How can I even think that I want your arms to hold me in times of need. Why do I even care that your hands are as soft as your feather-like hair. I chide myself when I fantasize of your hands doing more than just holding. Others would think me a fool if they ever found out hat I secretly admire you from afar.
How can I even notice that your voice is so lilting and ever so soothing. Like a river among sand and stone. Why does your voice send countless of small shivers up my spine. Why is it that whenever I'm visiting your city my ears constantly await the sound of your voice.
As if none of that is to portray me a fool it's your eyes that truly captivate me. How can I see that they're not a soft chocolate, but a dark sorrel brown. Why do I seem to lose myself within your darkened depths, feeling as if my soul is being pierced and then being shed with a warm light.
All these unanswered questions are caused by a single emotion and a single word.
Love.
My mind reels and grows frantic. For it must be a sin to love you. Yes, for it must be a sin to love an angel.
"Rikku?'
I'm jerked out of my thoughts by the sound of your voice. Looking away from the night sky I turn to you.
"Did you have a pleasant visit during your stay?" Not trusting my voice I merely nod as I return to leaning on your balcony. "I'm glad." I involuntary shiver at the softness of your voice.
My eyes widen and a gasp escapes my lips as I feel your arms come around my waist, settling themselves in the bare stomach of my Thief outfit.

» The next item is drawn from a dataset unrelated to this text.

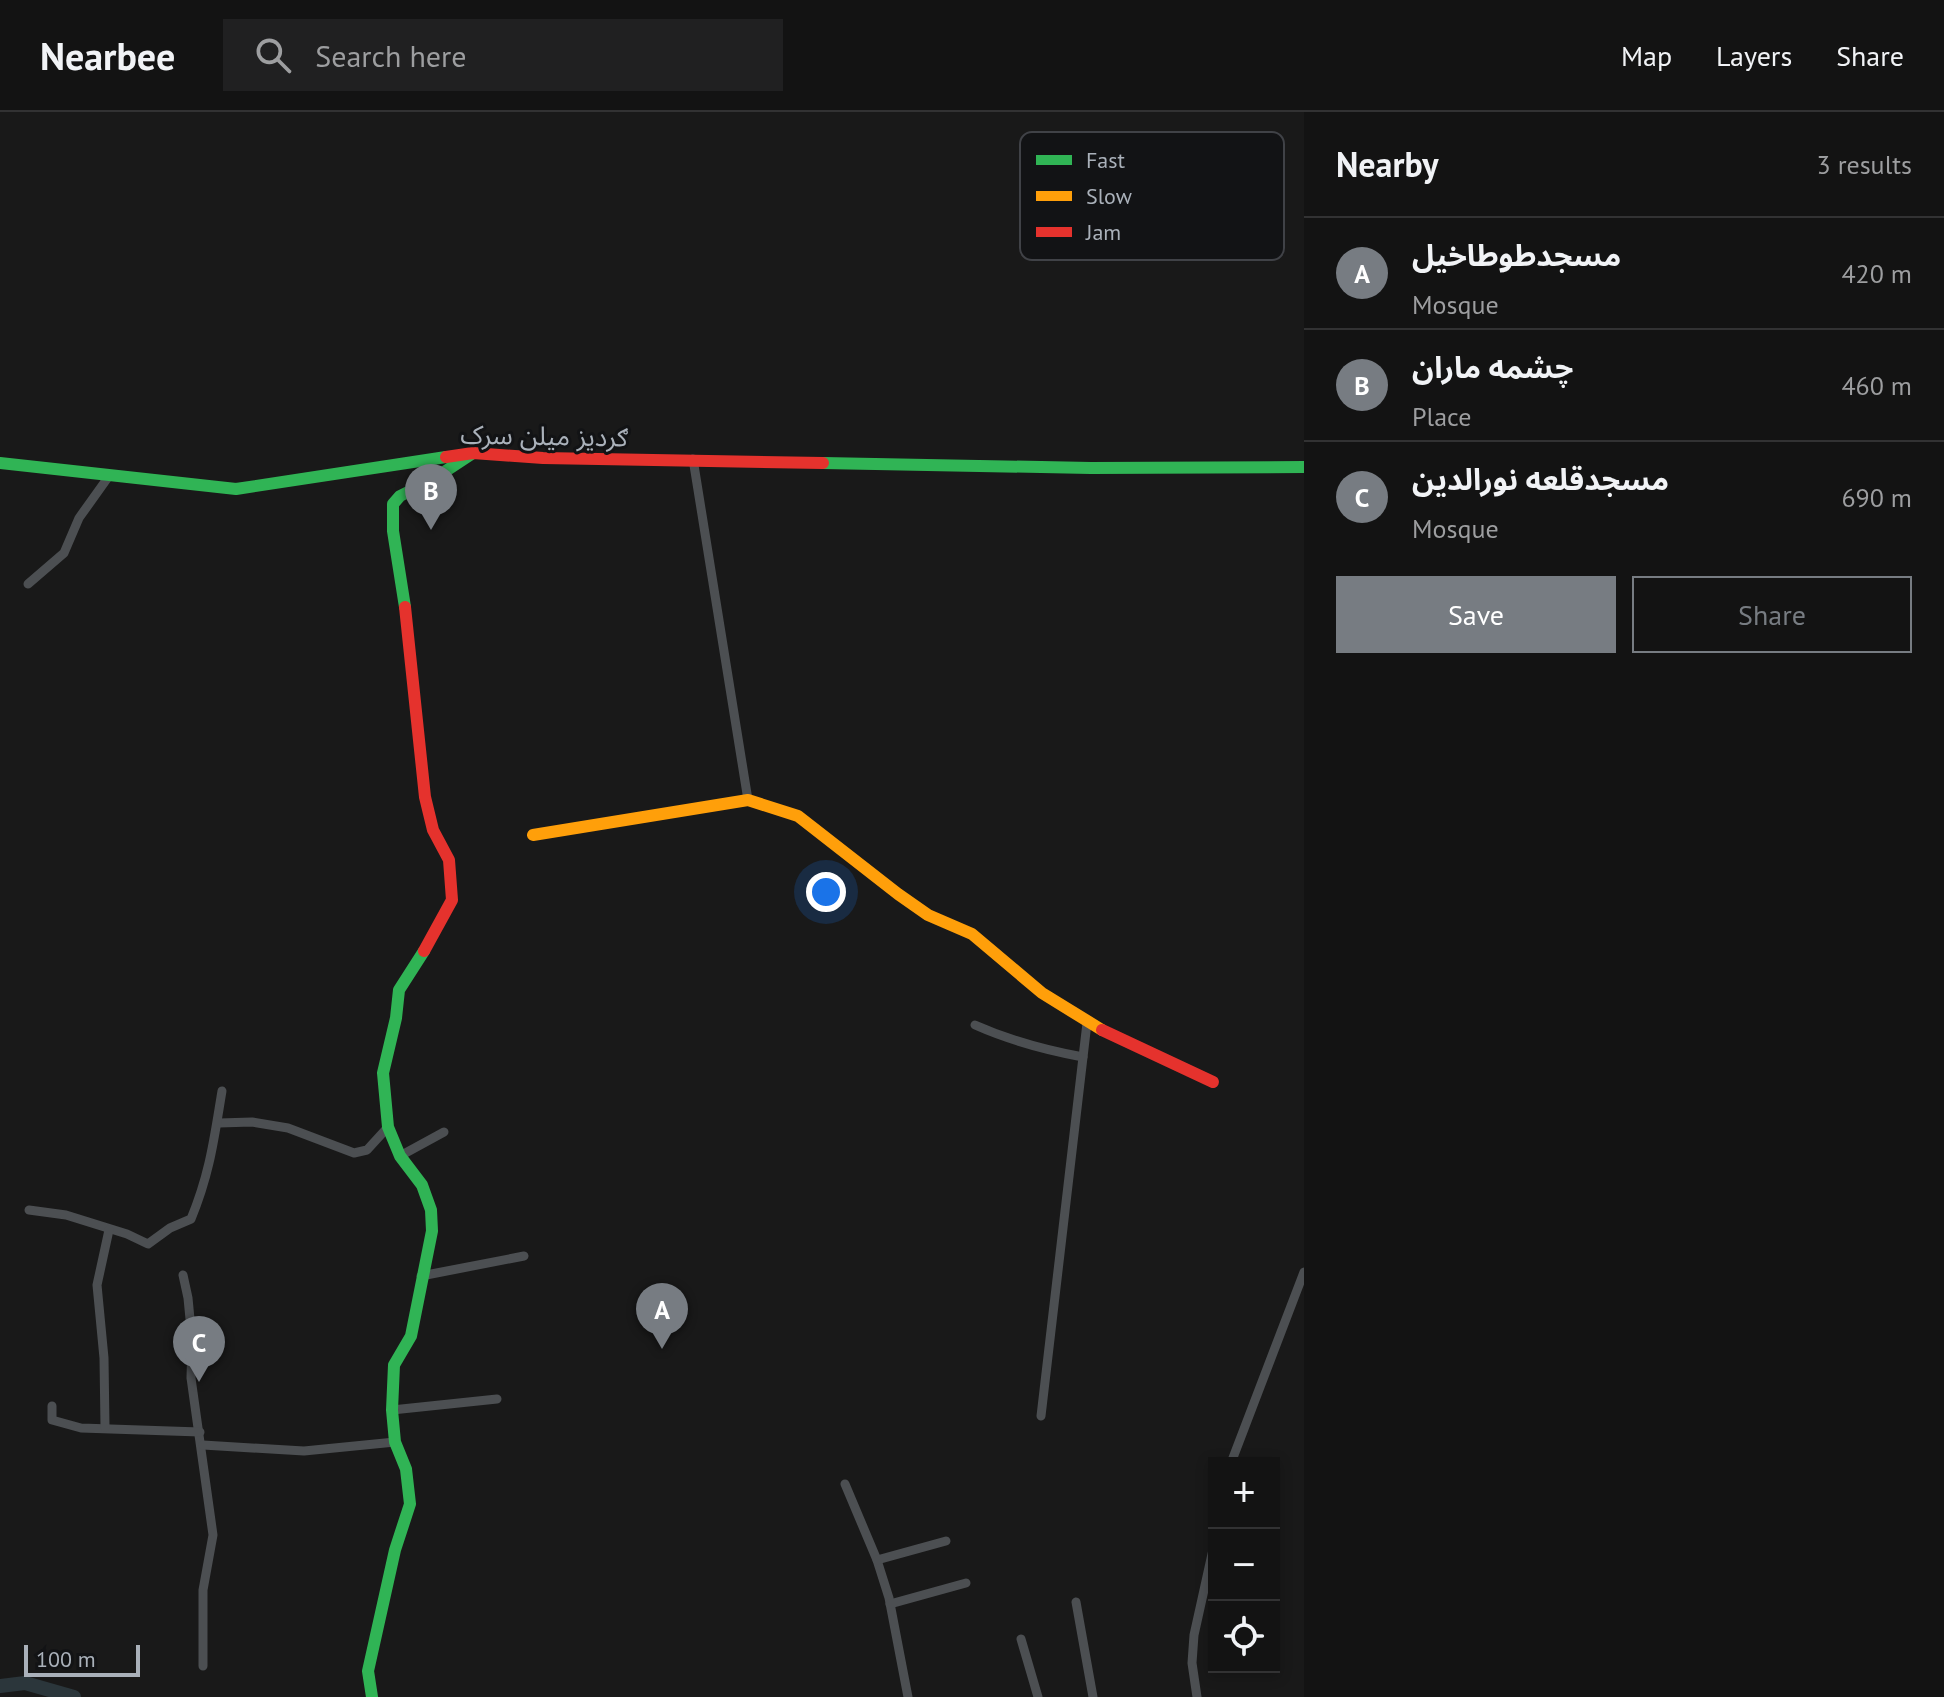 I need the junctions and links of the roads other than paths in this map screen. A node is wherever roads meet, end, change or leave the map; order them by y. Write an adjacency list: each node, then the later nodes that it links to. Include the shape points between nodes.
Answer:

As I turn my head toward you I notice a strange glimmer in your eyes. When realization hits me I lean into your embrace and gently close my eyes.
Yes, it must be a sin to love you.
For it is a sin to love an angel
However, even if it's a sin it's also a blessing.
For it is a blessing because my angel loves me too.
" I love you Baralai."
Your only response it to seal our secret with a kiss.